**PROBLEM:**
A bare count is the expected answer, namely the number of lines in the records that have the word "Caddesi".

########

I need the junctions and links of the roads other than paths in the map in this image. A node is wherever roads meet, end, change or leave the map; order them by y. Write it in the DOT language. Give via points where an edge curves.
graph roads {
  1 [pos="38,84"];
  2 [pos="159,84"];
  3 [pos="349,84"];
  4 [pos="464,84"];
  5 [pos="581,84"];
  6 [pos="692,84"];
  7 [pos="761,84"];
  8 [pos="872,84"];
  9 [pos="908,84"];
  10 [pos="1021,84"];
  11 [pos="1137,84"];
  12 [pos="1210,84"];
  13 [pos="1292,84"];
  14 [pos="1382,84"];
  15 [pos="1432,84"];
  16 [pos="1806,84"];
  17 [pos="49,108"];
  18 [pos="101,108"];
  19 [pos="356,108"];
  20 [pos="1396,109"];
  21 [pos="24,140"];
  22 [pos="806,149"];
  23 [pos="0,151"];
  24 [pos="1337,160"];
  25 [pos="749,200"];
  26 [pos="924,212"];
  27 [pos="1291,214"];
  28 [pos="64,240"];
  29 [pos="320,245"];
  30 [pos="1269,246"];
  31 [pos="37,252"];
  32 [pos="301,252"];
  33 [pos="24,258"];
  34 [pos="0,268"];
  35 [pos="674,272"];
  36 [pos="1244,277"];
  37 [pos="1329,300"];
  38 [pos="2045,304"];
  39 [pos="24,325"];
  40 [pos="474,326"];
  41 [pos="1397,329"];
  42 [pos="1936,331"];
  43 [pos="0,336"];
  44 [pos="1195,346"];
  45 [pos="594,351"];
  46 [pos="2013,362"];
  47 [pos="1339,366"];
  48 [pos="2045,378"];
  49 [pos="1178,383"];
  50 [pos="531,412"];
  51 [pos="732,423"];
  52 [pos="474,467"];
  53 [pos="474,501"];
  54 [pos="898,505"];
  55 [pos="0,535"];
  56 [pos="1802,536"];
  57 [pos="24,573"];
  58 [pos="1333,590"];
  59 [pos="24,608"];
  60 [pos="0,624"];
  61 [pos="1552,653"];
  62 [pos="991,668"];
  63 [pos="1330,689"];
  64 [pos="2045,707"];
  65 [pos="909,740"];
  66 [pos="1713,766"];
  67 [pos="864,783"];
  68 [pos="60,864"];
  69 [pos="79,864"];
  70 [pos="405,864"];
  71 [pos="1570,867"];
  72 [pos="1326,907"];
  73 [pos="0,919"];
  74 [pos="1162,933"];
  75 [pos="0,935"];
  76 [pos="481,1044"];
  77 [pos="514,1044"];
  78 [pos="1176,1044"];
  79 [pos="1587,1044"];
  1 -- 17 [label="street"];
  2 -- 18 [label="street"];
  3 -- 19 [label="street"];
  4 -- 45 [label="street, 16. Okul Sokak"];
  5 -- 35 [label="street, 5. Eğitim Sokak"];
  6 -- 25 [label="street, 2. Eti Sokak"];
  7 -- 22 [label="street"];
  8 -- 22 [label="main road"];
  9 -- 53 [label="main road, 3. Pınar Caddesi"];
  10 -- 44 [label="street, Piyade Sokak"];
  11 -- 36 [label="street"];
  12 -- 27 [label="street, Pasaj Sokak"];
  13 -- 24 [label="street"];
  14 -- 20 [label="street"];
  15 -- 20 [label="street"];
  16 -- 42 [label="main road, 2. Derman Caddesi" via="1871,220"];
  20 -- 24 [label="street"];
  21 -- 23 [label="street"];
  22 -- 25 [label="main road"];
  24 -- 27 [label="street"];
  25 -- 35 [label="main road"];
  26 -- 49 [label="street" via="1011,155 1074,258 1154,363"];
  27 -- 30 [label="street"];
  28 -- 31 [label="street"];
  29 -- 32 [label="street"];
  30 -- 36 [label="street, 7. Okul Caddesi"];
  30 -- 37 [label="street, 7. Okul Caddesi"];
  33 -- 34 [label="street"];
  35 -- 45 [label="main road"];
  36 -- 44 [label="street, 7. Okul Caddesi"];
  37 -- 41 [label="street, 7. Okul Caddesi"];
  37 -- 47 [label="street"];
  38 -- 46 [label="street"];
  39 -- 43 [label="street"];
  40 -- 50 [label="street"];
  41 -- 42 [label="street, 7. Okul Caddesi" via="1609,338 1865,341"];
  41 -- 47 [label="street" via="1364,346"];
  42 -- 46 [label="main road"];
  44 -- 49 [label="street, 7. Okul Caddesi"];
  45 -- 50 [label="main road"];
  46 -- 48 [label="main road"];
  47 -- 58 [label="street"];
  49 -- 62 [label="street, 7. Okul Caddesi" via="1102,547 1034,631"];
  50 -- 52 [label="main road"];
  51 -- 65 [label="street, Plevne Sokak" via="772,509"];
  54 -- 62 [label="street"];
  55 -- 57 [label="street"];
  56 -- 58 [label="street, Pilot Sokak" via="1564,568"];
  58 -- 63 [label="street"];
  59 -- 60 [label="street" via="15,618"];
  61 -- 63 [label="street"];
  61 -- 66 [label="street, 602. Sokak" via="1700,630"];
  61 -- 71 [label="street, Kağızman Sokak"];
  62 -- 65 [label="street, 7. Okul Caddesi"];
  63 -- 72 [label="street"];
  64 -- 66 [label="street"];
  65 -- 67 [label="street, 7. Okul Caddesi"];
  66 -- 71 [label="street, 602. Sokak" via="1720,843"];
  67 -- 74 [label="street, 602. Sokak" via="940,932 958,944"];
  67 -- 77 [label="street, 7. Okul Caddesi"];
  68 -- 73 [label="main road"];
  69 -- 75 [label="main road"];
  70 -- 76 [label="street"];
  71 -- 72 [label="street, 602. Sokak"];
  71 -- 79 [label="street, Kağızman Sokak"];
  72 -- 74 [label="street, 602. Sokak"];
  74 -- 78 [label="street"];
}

########

**RESULT BELOW:**
12